Monday 16 November 2009

Where do ideas come from, mummy? #1

Here's a great tip for getting ideas flowing - get into your brain quick before your brain knows you're in there.

I do this all the time and it's thrown up some wierd and wonderful stuff!

  1. Sit down somewhere quiet where you won't be distracted (unless you're distracted by quiet) with pen and pad or computer.

  2. Pick a subject - quick! Something vaguely on your mind? Have you been thinking about eyebrows or oysters? Or pick a word at random from a book you have close to hand. It doesn't matter what you choose - this is just a starting point. Don't think too much. You're not browsing here, you're shoplifting. Pick it and run with it.

  3. Start writing. Start on the subject you just picked but if you veer off don't worry - the important thing is to keep writing non-stop for ten minutes. The trick is to train yourself not to think too much.

  4. Don't stop! If you get stuck write down the first words that come into your head even if it's nonsense. No-one's watching, no-one's judging. It's a different way of using your brain - tapping more into the subconscious and that's where the good stuff is!

  5. After ten minutes, stop (unless you're on a roll in which case you might want to see where it takes you).

  6. Maybe now, maybe later, read back what you wrote. Sometimes it really will be gibberish, butI have found that often what you have written is rich in ideas, phrases, sometimes even the beginnings of characters or plots for stories, occasionally even the skeleton of an entire poem.

  7. Take what you want from this - if there's a good phrase or idea file it away for later, or use the exercise to jump-start your day's writing. If there's nothing there, don't be put off. Try another time.

The exercise is particularly useful if you want to write on a particular subject and have drawn a blank. Your right 'creative' brain makes connections you may not have thought of. Here's an example:

Broken Biro

two kinds of broken biro – the knackered bic – a simple snap, a short sharp blow to the back of the parentheses - and the unreconstructed ballpoint spilling it’s nuts and bolts before you – the tiny spring like the ring binder of your almost empty jotter, the worn knob you press and repress for the satisfying click that masquerades as action, the internal gubbins – casings, little plastic rings and tubes if you’re lucky, the slim missile of ink – a weapon of mass deliberation. Thick blue black blood.
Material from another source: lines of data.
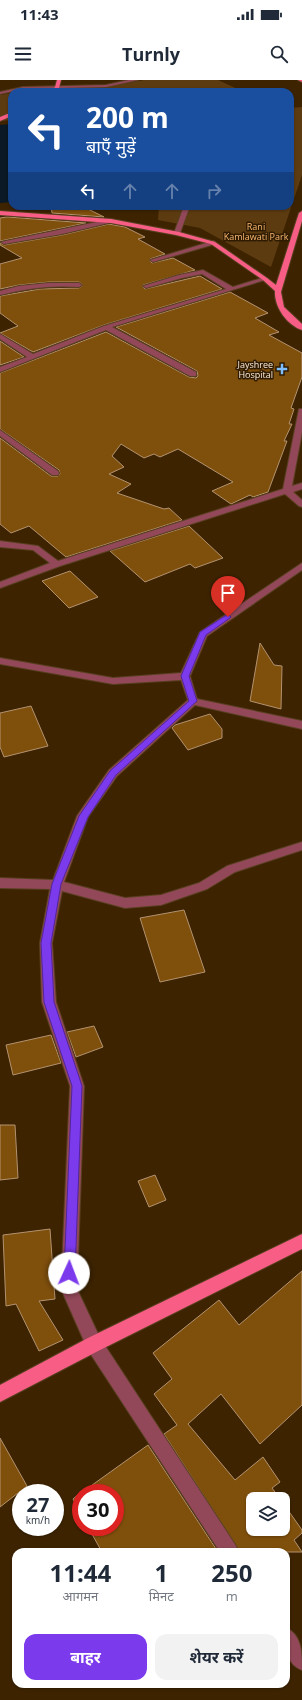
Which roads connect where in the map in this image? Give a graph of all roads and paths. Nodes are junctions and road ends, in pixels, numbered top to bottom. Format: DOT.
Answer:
graph roads {
  1 [pos="136,80"];
  2 [pos="80,88"];
  3 [pos="185,210"];
  4 [pos="0,213"];
  5 [pos="302,213"];
  6 [pos="111,221"];
  7 [pos="177,232"];
  8 [pos="4,242"];
  9 [pos="213,243"];
  10 [pos="153,260"];
  11 [pos="265,278"];
  12 [pos="79,285"];
  13 [pos="146,286"];
  14 [pos="232,289"];
  15 [pos="278,291"];
  16 [pos="0,293"];
  17 [pos="106,327"];
  18 [pos="302,328"];
  19 [pos="0,336"];
  20 [pos="32,356"];
  21 [pos="0,370"];
  22 [pos="193,374"];
  23 [pos="302,411"];
  24 [pos="0,432"];
  25 [pos="55,473"];
  26 [pos="302,486"];
  27 [pos="287,492"];
  28 [pos="302,504"];
  29 [pos="0,544"];
  30 [pos="56,564"];
  31 [pos="302,566"];
  32 [pos="0,585"];
  33 [pos="0,661"];
  34 [pos="185,676"];
  35 [pos="193,701"];
  36 [pos="302,725"];
  37 [pos="302,846"];
  38 [pos="0,883"];
  39 [pos="57,884"];
  40 [pos="302,1241"];
  41 [pos="94,1344"];
  42 [pos="0,1394"];
  43 [pos="227,1548"];
  44 [pos="290,1642"];
  45 [pos="302,1661"];
  1 -- 2 [label="street"];
  3 -- 7 [label="street"];
  4 -- 6 [label="main road"];
  5 -- 15 [label="main road"];
  6 -- 7 [label="main road"];
  6 -- 8 [label="street"];
  7 -- 9 [label="main road"];
  9 -- 10 [label="street"];
  9 -- 11 [label="main road"];
  11 -- 14 [label="street"];
  11 -- 15 [label="main road"];
  12 -- 16 [label="street"];
  13 -- 14 [label="street"];
  14 -- 17 [label="street"];
  15 -- 18 [label="main road"];
  17 -- 20 [label="street"];
  17 -- 22 [label="street"];
  19 -- 20 [label="street"];
  20 -- 21 [label="street"];
  23 -- 27 [label="street"];
  24 -- 25 [label="street"];
  26 -- 27 [label="street"];
  27 -- 28 [label="street"];
  27 -- 30 [label="street"];
  29 -- 30 [label="street"];
  30 -- 32 [label="street"];
  31 -- 34 [label="street"];
  33 -- 34 [label="street"];
  34 -- 35 [label="street"];
  35 -- 36 [label="street"];
  35 -- 39 [label="street"];
  37 -- 39 [label="street"];
  38 -- 39 [label="street"];
  39 -- 41 [label="street"];
  40 -- 41 [label="main road"];
  41 -- 42 [label="main road"];
  41 -- 43 [label="street"];
  44 -- 45 [label="street"];
}
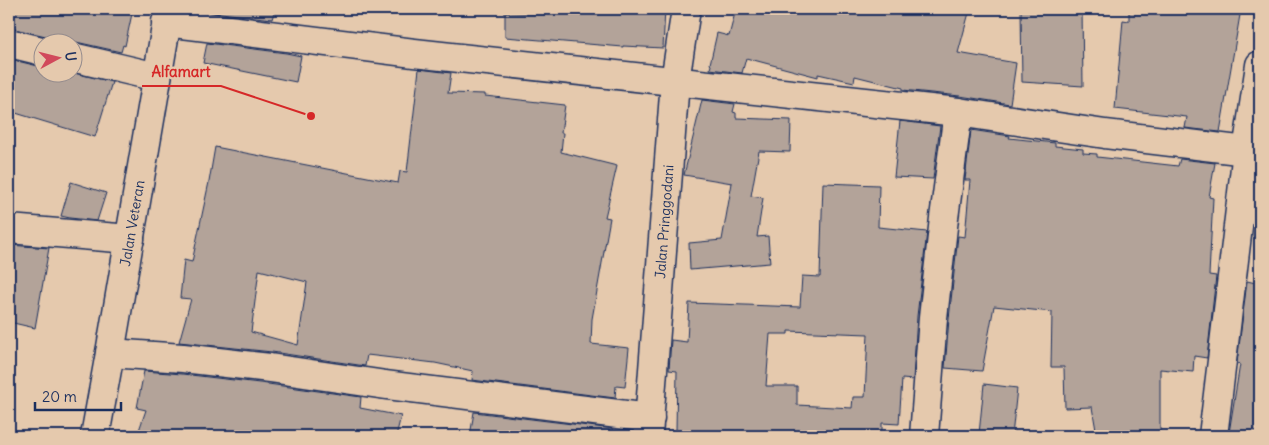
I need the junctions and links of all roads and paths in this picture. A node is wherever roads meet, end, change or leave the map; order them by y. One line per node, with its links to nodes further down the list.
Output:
1 (686, 9): 8 (street, Jalan Pringgodani)
2 (167, 16): 7 (street, Jalan Veteran); 8 (street)
3 (9, 43): 4 (street)
4 (32, 49)
5 (82, 60): 7 (street)
6 (1260, 65): 10 (street)
7 (157, 77): 12 (street, Jalan Veteran)
8 (675, 81): 9 (street); 14 (street, Jalan Pringgodani)
9 (958, 112): 10 (street); 16 (street)
10 (1251, 166): 17 (street)
11 (9, 229): 12 (street)
12 (130, 239): 13 (street, Jalan Veteran)
13 (110, 353): 14 (street); 15 (street, Jalan Veteran)
14 (649, 427)
15 (94, 436)
16 (924, 436)
17 (1213, 436)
Sometimes, miniature engines or batteries, a yard of dazzling coloured silk like a magician’s entrails, a swarm of ideas, barely visible to the naked eye, the declaration of independence inscribed on a piece of fluff, a new species of bacteria unleashed, splendid microscopic racehorses galloping off down the page, raw wit in its natural state, the dust of all your fore-fathers, molecules of air once breathed by Julius Caesar, the composted droppings of the doubt fly.
Look at it all – innocuous, lacking deliberation, just the things that happened to be inside your pen. What to do with it all? Where to keep it?